Ming Tsai, host/executive producer of Simply Ming and chef/owner of Blue Ginger Bruce Cost’s Asian Ingredients is fantastic. His willingness to catalog practically every Asian ingredient known to man helps us all. In it, you’ll find ingredients organized by category—herbs, roots, etc.—which allows you to easily track down the name of that obscure Asian legume you want to use. Alternate names are also noted for each ingredient, in addition to a short informative paragraph detailing what part of Asia it’s used in and how to cook with it. You’ll also find basic recipes to get you started. The best way to use it, I think, is to take this book with you when you go to the grocery store.

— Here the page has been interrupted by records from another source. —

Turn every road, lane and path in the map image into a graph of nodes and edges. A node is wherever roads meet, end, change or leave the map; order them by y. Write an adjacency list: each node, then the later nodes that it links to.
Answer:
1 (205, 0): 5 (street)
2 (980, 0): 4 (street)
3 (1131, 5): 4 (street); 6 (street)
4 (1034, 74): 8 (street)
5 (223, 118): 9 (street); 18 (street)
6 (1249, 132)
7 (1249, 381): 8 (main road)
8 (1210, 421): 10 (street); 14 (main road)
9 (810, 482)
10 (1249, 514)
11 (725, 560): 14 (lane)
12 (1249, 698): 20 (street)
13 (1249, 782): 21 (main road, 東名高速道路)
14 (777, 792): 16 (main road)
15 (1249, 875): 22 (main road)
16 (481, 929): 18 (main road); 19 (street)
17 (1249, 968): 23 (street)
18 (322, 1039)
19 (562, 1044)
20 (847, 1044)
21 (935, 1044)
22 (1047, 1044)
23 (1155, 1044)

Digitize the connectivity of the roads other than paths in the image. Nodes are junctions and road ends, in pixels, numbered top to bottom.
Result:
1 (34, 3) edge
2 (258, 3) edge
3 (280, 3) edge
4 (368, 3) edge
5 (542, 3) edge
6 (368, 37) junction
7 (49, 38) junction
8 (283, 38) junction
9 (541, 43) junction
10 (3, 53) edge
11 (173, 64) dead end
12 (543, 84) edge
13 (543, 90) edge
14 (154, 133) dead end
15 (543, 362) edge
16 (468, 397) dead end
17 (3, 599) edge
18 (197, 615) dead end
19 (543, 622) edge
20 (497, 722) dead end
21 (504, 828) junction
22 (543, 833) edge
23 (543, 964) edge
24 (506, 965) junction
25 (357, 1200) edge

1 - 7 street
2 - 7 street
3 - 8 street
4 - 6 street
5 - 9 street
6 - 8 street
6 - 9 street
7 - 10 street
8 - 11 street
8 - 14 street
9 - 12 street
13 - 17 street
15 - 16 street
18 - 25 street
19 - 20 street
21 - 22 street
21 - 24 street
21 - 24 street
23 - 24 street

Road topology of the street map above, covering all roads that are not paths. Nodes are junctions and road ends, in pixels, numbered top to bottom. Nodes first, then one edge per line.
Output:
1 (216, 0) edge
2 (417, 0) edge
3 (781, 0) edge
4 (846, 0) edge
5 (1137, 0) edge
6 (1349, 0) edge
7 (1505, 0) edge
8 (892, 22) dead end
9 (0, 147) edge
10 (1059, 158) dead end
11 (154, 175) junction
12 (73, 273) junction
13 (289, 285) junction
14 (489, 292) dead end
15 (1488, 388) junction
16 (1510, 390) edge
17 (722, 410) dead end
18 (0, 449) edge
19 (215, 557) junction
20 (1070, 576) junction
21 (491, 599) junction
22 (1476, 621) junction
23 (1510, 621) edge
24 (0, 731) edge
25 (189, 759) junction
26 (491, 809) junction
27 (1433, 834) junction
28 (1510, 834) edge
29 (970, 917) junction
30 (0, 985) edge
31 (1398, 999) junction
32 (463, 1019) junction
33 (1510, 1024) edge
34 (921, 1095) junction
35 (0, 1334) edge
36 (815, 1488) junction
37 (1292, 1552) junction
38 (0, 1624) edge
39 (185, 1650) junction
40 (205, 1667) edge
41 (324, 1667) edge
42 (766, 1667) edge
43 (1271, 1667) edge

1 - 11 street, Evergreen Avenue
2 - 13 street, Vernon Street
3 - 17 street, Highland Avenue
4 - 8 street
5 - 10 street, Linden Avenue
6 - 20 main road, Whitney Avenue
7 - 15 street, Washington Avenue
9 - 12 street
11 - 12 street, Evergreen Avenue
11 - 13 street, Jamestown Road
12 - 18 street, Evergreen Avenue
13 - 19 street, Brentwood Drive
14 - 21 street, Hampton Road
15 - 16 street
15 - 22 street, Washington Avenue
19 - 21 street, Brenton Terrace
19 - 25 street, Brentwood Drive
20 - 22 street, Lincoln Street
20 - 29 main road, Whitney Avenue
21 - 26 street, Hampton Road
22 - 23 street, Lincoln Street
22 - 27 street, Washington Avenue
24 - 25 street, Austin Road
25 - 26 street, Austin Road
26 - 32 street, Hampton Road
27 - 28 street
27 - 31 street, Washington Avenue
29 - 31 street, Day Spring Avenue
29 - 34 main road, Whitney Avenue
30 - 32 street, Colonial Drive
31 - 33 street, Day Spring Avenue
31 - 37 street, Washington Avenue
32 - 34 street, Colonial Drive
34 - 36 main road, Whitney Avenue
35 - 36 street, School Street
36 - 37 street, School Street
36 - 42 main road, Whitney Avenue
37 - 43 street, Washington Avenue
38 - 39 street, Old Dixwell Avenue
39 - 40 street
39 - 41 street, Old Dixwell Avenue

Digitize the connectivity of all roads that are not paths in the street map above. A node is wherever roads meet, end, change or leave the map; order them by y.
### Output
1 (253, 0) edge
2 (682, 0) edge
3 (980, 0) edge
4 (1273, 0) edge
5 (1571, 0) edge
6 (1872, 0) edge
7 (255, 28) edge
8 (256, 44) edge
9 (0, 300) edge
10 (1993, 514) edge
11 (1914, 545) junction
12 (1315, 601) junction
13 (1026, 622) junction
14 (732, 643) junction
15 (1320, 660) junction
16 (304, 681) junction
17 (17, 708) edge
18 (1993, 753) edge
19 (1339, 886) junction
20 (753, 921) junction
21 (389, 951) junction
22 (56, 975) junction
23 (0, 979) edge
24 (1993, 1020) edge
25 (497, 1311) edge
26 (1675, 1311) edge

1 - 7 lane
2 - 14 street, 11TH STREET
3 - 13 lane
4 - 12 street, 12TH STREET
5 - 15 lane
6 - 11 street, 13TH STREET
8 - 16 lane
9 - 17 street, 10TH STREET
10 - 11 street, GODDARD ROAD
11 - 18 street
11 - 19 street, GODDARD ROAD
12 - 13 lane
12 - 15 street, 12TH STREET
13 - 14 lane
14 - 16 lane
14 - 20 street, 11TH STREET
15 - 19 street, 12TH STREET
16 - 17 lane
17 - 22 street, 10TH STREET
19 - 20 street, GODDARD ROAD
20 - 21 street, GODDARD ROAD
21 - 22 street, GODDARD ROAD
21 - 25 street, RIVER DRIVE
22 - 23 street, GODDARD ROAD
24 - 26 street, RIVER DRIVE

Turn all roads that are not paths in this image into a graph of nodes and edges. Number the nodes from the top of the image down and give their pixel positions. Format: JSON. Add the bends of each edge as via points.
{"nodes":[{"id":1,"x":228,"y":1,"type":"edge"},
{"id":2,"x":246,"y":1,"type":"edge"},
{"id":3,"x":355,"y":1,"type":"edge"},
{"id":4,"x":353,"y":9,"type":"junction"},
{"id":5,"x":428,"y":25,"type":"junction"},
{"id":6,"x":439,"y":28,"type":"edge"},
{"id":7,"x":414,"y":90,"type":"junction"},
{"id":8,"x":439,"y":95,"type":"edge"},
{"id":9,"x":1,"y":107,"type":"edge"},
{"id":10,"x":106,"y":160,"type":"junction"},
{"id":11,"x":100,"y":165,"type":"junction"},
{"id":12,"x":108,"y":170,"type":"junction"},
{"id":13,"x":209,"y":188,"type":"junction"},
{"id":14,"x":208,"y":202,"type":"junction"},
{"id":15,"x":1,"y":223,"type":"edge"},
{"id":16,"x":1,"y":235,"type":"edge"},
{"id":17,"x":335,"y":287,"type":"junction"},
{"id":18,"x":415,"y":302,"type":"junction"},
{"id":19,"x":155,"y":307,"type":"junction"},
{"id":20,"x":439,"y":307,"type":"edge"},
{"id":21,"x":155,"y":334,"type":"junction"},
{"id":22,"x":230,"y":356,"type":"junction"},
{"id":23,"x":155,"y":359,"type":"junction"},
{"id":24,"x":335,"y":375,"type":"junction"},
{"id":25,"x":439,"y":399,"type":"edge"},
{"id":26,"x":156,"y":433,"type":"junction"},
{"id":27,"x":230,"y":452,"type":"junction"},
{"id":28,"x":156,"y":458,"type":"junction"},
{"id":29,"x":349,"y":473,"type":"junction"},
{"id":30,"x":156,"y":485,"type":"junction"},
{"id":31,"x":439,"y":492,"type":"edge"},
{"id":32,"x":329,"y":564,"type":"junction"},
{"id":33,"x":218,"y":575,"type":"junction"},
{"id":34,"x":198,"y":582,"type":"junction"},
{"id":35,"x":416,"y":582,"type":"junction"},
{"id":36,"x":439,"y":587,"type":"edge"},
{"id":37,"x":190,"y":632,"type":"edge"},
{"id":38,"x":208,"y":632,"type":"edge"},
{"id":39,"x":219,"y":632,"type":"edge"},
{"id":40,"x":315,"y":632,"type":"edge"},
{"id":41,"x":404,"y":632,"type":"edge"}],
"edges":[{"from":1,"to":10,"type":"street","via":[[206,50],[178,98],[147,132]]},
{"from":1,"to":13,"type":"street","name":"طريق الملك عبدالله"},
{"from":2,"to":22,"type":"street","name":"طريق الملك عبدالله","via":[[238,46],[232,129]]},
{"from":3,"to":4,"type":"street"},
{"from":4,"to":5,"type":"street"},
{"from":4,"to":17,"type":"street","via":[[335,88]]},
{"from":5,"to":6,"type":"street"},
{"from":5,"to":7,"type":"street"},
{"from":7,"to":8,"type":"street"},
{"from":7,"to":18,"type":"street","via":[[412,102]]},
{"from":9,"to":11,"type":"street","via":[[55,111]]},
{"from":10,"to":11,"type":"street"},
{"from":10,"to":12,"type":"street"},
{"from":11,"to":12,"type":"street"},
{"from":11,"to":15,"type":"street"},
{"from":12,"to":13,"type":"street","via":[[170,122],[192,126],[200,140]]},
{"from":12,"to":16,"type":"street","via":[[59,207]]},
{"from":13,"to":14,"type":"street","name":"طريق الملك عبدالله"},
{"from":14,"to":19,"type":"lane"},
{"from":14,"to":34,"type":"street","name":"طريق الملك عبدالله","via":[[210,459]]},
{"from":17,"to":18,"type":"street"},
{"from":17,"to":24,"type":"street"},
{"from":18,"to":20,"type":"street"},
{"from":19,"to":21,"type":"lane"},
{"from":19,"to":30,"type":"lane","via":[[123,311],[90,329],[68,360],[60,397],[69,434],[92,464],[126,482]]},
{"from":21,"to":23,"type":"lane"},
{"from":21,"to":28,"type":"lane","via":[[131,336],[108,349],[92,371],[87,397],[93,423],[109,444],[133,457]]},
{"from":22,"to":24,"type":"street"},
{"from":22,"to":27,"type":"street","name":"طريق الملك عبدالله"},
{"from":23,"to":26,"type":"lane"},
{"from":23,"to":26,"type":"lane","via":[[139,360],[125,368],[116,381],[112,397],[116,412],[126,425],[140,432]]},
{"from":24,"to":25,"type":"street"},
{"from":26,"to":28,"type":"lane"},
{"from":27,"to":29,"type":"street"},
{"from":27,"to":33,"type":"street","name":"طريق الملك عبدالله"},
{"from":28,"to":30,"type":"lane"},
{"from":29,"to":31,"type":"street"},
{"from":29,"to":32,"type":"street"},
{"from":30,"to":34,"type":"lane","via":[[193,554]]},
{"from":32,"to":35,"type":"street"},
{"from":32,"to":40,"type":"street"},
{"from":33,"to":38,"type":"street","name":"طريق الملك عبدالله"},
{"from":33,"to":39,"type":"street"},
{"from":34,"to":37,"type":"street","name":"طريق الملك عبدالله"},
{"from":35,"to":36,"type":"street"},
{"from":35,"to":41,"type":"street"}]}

There’s a clear photo of every exotic ingredient, which takes the guesswork out of shopping. It was originally published in 1988 and then republished in 2000—not only do I have both copies, but I have one set at my restaurant, Blue Ginger, and another set at home. This book is indispensable for anyone wanting to learn about Asian cuisine.

Nach Waxman, owner, Kitchen Arts & Letters As cooking in America grows year by year, it is becoming less a mechanism for preparing the foods with which we sustain ourselves and more a form of recreation and cultural expression. Many cooks, seeking more knowledge of their food, have begun to explore the nature of the ingredients they use and what happens to them during the cooking process.

Harold McGee’s superb book,  On Food and Cooking, which pioneered this significant move toward knowledge and control, was published in 1984 and revised extensively in 2004. It remains valuable as a rich, readable examination of the way cooking works, explaining how foodstuffs are altered as ingredients are handled and processed in the kitchen; what happens to their flavors, textures, colors, nutrient qualities, and other characteristics; what makes some foods go together and others not. On Food and Cooking is a giant, 884-page, wide-ranging introduction to taking charge of our cooking through scientific knowledge. Accessible and highly authoritative, it examines foods, from eggs and meat to dairy products and vegetables, from sauces and emulsions to bakery products and confectionery. The single all-time best seller at Kitchen Arts & Letters, McGee’s book is an absolute necessity for the cook who wants to know.